Well, my dad taught me (those of you that read my blog frequently, had to have known that he would be my premier source) clear back in the ‘60’s that heroes are important to any society and especially important to a society’s children. Heroes make us better. Heroes give us something to look up to. Heroes give us something to emulate and try to aspire. They give us goals to attain. That’s important for a child!! Children must have role models! And they must be decent, moral and courageous role models.

I mean, come on!!! Who would you like to have as your child’s television role model for a mother? Rosanne Barr or June Lockhart? For those of you too young to know, June Lockhart was Timmy’s mom in the 1950’s show Lassie. She was just about perfect as she cared for young Timmy and her family. And of course Rosanne Barr, was the sarcastic, flippant, beast of a mom in the sit-com Rosanne. 

Whether we like to admit it or not, television and movies influence our society. Something as simple as the portrayal of a mom can affect what we expect out of our mother’s and thereby, mom’s actually become that. More often than not, it simply gives some women an excuse to act out. “Well, Rosanne did it, so I can, too”, is the thought pattern that then invariably leads to that same action. You doubt that? Pay attention for a bit. Watch behaviors and how they form and play out in copy-cat fashion after something becomes popular on television. Individuals become whom they admire. Individuals become and make-up our society. This is why it is so important to have someone we can look up to, value, and honor.

Did you know that many generations ago, books that were written for school children about public figures had no negative comments included…at all!! Biographers only wrote about the good things done by the person of whom they were writing. I had always been told that that was the case. Then upon reading a few books from A Beka Publications while homeschooling my son, I found that it was indeed true. There was nothing negative or untoward written in these biographies from the 1800’s. Those generations knew and understood it wasn’t necessary for children to learn things that were not beneficial to society, or a child’s upbringing. It wasn't until the last half of the 20th Century that we began to see more and more of a degradation of those whom once would have been considered heroes for our children. Indecency and unseemly behavior was all of a sudden flaunted in books and television.

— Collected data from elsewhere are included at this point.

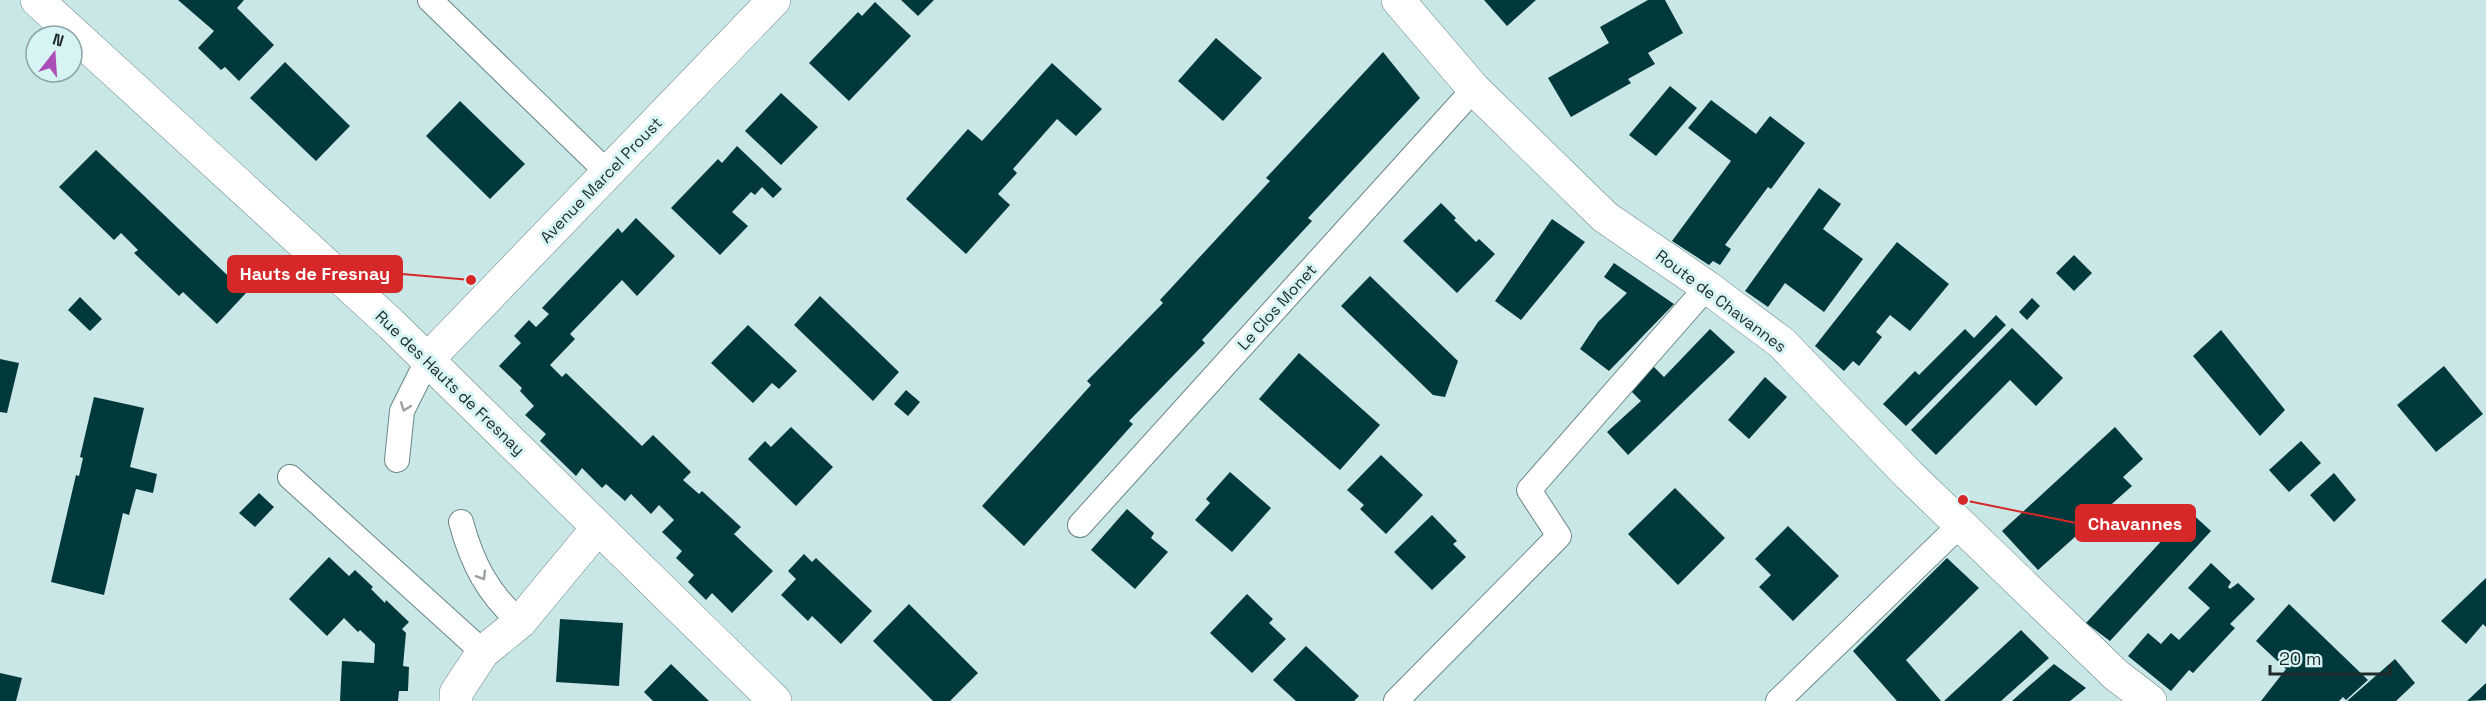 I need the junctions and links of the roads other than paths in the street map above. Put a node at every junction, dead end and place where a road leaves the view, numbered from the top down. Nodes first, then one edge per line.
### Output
1 (37, 0) edge
2 (430, 0) edge
3 (774, 0) edge
4 (1398, 0) edge
5 (1474, 89) junction
6 (609, 173) junction
7 (1707, 287) junction
8 (428, 359) junction
9 (397, 460) dead end
10 (290, 477) dead end
11 (461, 522) dead end
12 (1961, 524) junction
13 (1080, 525) dead end
14 (597, 529) junction
15 (520, 622) junction
16 (483, 652) junction
17 (456, 701) edge
18 (775, 701) edge
19 (1396, 701) edge
20 (1778, 701) edge
21 (2150, 701) edge

1 - 8 street, Rue des Hauts de Fresnay
2 - 6 lane
3 - 6 street, Avenue Marcel Proust
4 - 5 street, Route de Chavannes
5 - 7 street, Route de Chavannes
5 - 13 lane, Le Clos Monet
6 - 8 street, Avenue Marcel Proust
7 - 12 street, Route de Chavannes
7 - 19 lane
8 -> 9 lane
8 - 14 street, Rue des Hauts de Fresnay
10 - 16 lane
11 -> 15 lane
12 - 20 lane
12 - 21 street, Route de Chavannes
14 - 15 street
14 - 18 street, Rue des Hauts de Fresnay
15 - 16 street
16 - 17 street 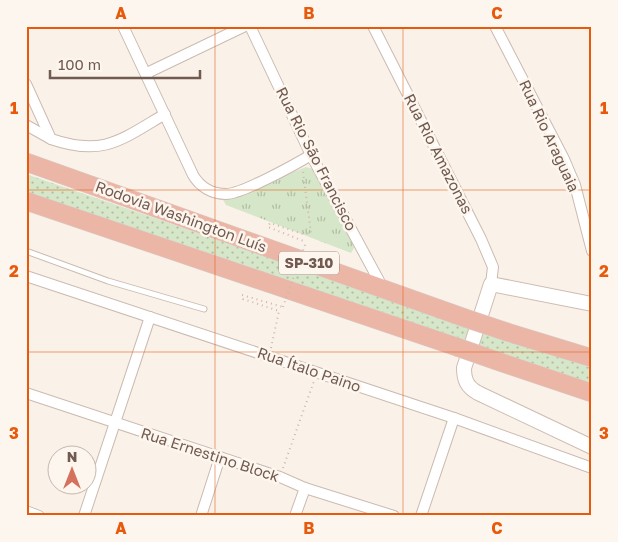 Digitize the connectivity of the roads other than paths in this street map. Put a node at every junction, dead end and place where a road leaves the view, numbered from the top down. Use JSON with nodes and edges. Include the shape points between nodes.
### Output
{"nodes":[{"id":1,"x":123,"y":26,"type":"edge"},
{"id":2,"x":245,"y":26,"type":"edge"},
{"id":3,"x":250,"y":26,"type":"edge"},
{"id":4,"x":373,"y":26,"type":"edge"},
{"id":5,"x":495,"y":26,"type":"edge"},
{"id":6,"x":147,"y":74,"type":"junction"},
{"id":7,"x":26,"y":84,"type":"edge"},
{"id":8,"x":165,"y":114,"type":"junction"},
{"id":9,"x":26,"y":125,"type":"edge"},
{"id":10,"x":51,"y":139,"type":"junction"},
{"id":11,"x":311,"y":155,"type":"junction"},
{"id":12,"x":26,"y":162,"type":"edge"},
{"id":13,"x":26,"y":201,"type":"edge"},
{"id":14,"x":26,"y":251,"type":"edge"},
{"id":15,"x":592,"y":251,"type":"edge"},
{"id":16,"x":26,"y":276,"type":"edge"},
{"id":17,"x":491,"y":284,"type":"junction"},
{"id":18,"x":384,"y":290,"type":"junction"},
{"id":19,"x":592,"y":304,"type":"edge"},
{"id":20,"x":204,"y":309,"type":"dead end"},
{"id":21,"x":150,"y":318,"type":"junction"},
{"id":22,"x":592,"y":358,"type":"edge"},
{"id":23,"x":589,"y":392,"type":"edge"},
{"id":24,"x":26,"y":393,"type":"edge"},
{"id":25,"x":454,"y":418,"type":"junction"},
{"id":26,"x":115,"y":424,"type":"junction"},
{"id":27,"x":592,"y":447,"type":"edge"},
{"id":28,"x":220,"y":457,"type":"junction"},
{"id":29,"x":592,"y":468,"type":"edge"},
{"id":30,"x":305,"y":488,"type":"junction"},
{"id":31,"x":26,"y":512,"type":"edge"},
{"id":32,"x":39,"y":516,"type":"edge"},
{"id":33,"x":84,"y":516,"type":"edge"},
{"id":34,"x":201,"y":516,"type":"edge"},
{"id":35,"x":295,"y":516,"type":"edge"},
{"id":36,"x":394,"y":516,"type":"edge"},
{"id":37,"x":421,"y":516,"type":"edge"}],
"edges":[{"from":1,"to":6,"type":"street"},
{"from":2,"to":6,"type":"street"},
{"from":3,"to":11,"type":"street","name":"Rua Rio São Francisco"},
{"from":4,"to":17,"type":"street","name":"Rua Rio Amazonas","via":[[481,239],[493,267]]},
{"from":5,"to":15,"type":"street","name":"Rua Rio Araguaia","via":[[567,168],[580,202]]},
{"from":6,"to":8,"type":"street"},
{"from":7,"to":10,"type":"street"},
{"from":8,"to":10,"type":"street","via":[[117,142],[97,147],[79,147]]},
{"from":8,"to":11,"type":"street","via":[[198,182],[211,191],[226,194],[252,185]]},
{"from":9,"to":10,"type":"street"},
{"from":11,"to":18,"type":"street","name":"Rua Rio São Francisco"},
{"from":12,"to":18,"type":"highway","name":"Rodovia Washington Luís","number":"SP-310"},
{"from":13,"to":23,"type":"highway","name":"Rodovia Washington Luís","number":"SP-310","bridge":true},
{"from":14,"to":20,"type":"lane","via":[[108,282]]},
{"from":16,"to":21,"type":"street","name":"Rua Ítalo Paino"},
{"from":17,"to":19,"type":"street"},
{"from":17,"to":27,"type":"street","via":[[464,368],[466,383],[499,404]]},
{"from":18,"to":22,"type":"highway","name":"Rodovia Washington Luís","number":"SP-310","bridge":true},
{"from":21,"to":25,"type":"street","name":"Rua Ítalo Paino"},
{"from":21,"to":26,"type":"street"},
{"from":24,"to":26,"type":"street","name":"Rua Ernestino Block"},
{"from":25,"to":29,"type":"street","name":"Rua Ítalo Paino"},
{"from":25,"to":37,"type":"street"},
{"from":26,"to":28,"type":"street","name":"Rua Ernestino Block"},
{"from":26,"to":33,"type":"street"},
{"from":28,"to":30,"type":"street","name":"Rua Ernestino Block"},
{"from":28,"to":34,"type":"street"},
{"from":30,"to":35,"type":"street"},
{"from":30,"to":36,"type":"street","name":"Rua Ernestino Block"},
{"from":31,"to":32,"type":"street"}]}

But let me get back to my “premier source”. How did my dad know what he knew? Why did he teach his children this truth? Well for one thing, he raised his children during the tumultuous years of the 1960’s. Out of all of the changes that our young nation has endured, I believe the 1960’s was the most pivotal. “Don’t trust anyone over thirty.” “Cops are pigs.” “Make love, not war,” was the mantra continually be spieled to our youth. Any chance of considering any one a hero from anyone within government or an authoritarian position would have been quickly and boldly shunned within this movement that was infiltrating our schools and even our churches.

My dad saw it. He had read what the Communists goals were to take over our nation, and he could see what they said they would do, they were doing. All of it was clearly taking place in communities across our entire country.

But more than that, my dad also knew writing, producing music, making television shows and movies about bad things is not Scriptural. Think about it!

“Finally, brethren, whatsoever things are true, whatsoever things are honest, whatsoever things are just, whatsoever things are pure, whatsoever things are lovely, whatsoever things are of good report; if there be any virtue, and if there be any praise, think on these things.” Philippians 4: 8 should be the way we teach our children.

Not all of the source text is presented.